• [What the exercise asks] Repeat nothing but the line containing "ring tip: (621, 187)" and the lines that follow it, up to and including the last line of the data below.

(Given information Opens)

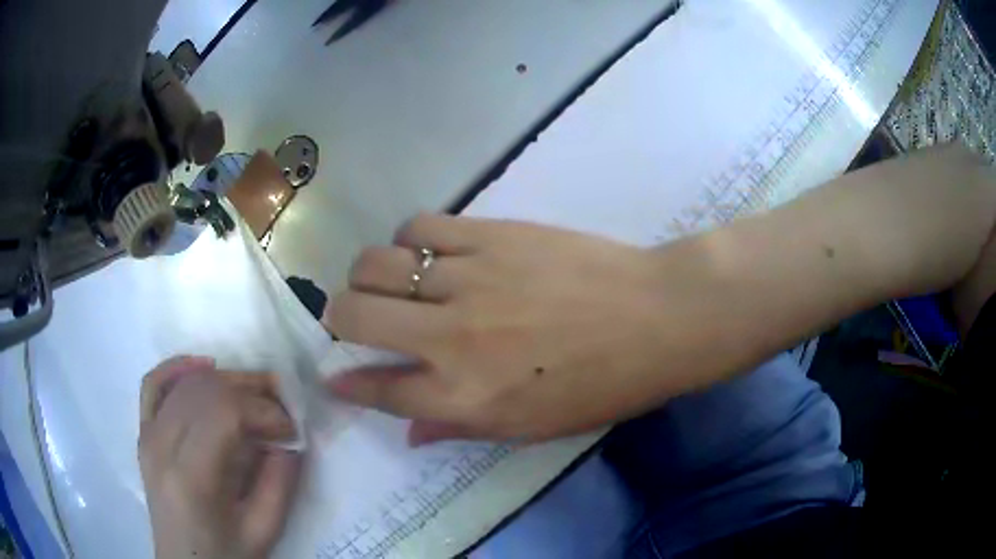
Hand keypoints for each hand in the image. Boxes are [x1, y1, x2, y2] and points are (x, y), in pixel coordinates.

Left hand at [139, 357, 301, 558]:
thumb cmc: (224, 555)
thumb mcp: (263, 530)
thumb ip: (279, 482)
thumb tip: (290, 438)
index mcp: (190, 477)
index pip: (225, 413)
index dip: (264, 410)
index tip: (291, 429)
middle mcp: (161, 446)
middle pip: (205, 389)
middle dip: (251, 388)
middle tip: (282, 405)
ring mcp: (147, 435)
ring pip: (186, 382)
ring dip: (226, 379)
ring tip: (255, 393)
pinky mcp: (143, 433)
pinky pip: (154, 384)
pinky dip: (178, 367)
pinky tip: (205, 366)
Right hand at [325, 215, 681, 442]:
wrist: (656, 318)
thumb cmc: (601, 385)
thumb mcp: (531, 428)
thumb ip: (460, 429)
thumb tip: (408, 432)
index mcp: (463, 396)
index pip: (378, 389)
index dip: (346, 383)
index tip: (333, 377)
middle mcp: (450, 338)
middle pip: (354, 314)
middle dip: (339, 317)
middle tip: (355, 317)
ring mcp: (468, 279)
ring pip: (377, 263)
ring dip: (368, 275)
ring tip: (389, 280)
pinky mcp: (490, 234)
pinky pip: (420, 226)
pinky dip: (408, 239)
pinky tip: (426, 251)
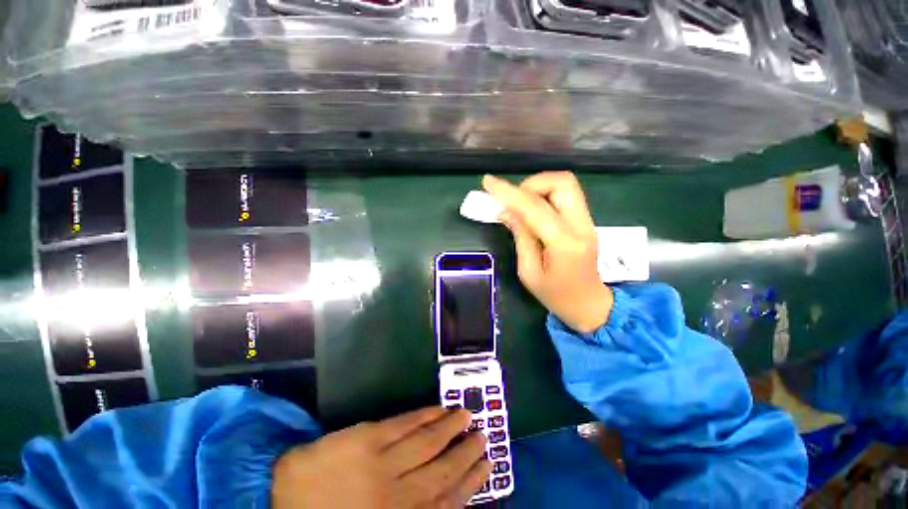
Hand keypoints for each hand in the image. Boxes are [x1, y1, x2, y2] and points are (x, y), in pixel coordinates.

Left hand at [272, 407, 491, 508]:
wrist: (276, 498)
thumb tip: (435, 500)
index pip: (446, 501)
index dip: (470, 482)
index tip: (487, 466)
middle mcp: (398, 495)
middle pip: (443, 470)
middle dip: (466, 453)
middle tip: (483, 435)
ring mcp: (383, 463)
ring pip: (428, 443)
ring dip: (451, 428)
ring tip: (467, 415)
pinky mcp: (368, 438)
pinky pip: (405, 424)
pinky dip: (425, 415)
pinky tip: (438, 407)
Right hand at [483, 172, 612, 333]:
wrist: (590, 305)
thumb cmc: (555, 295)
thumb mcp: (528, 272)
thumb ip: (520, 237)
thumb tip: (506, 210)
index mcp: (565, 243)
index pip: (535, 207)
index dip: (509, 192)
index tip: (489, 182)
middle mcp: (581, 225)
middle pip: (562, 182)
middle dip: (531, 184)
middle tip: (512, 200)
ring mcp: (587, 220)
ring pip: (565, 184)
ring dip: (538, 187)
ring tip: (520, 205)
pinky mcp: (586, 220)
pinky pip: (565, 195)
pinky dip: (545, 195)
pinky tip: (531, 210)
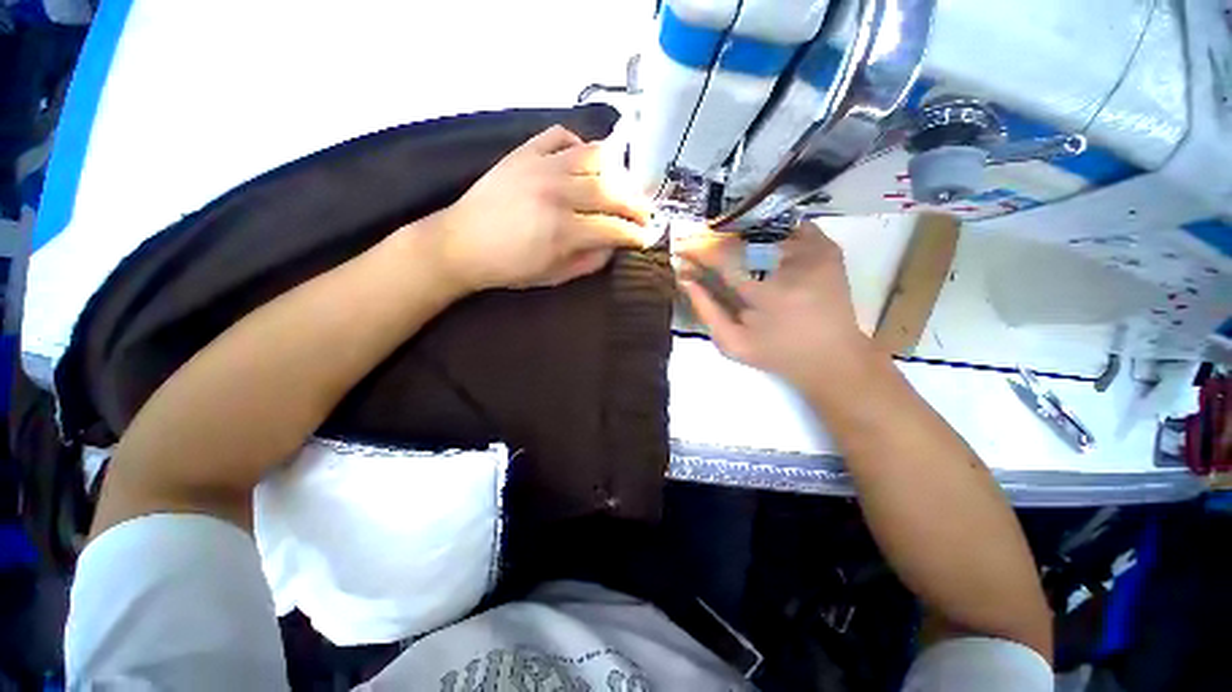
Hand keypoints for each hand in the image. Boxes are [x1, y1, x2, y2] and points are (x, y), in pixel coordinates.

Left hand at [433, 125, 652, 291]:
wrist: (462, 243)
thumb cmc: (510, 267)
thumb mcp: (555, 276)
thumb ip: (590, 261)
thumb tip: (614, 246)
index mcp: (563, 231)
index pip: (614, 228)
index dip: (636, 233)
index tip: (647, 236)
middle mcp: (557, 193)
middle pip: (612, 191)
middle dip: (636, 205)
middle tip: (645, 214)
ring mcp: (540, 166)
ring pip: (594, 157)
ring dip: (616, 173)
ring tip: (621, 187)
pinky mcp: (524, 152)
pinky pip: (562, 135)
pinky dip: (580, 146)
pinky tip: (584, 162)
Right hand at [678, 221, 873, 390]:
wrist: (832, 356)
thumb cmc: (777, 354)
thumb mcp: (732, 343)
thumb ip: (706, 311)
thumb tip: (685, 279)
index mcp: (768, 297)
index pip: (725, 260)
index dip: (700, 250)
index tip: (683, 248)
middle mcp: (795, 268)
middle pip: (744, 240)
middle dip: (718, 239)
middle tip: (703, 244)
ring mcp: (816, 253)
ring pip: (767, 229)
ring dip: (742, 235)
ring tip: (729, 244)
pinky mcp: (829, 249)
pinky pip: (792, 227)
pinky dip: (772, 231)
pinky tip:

(Given information Closes)

• [Solution to this problem]
ring tip: (621, 187)
pinky mcp: (524, 152)
pinky pip: (562, 135)
pinky dip: (580, 146)
pinky tip: (584, 162)
Right hand at [678, 221, 873, 390]:
wrist: (832, 356)
thumb cmc: (777, 354)
thumb mcp: (732, 343)
thumb ip: (706, 311)
thumb tip: (685, 279)
index mcp: (768, 297)
index pip: (725, 260)
index dip: (700, 250)
index tip: (683, 248)
middle mcp: (795, 268)
middle pip: (744, 240)
middle dip: (718, 239)
middle tip: (703, 244)
ring mcp: (816, 253)
ring pip: (767, 229)
ring dip: (742, 235)
ring tip: (729, 244)
pinky mcp: (829, 249)
pinky pip: (792, 227)
pinky dip: (772, 231)
pinky tip:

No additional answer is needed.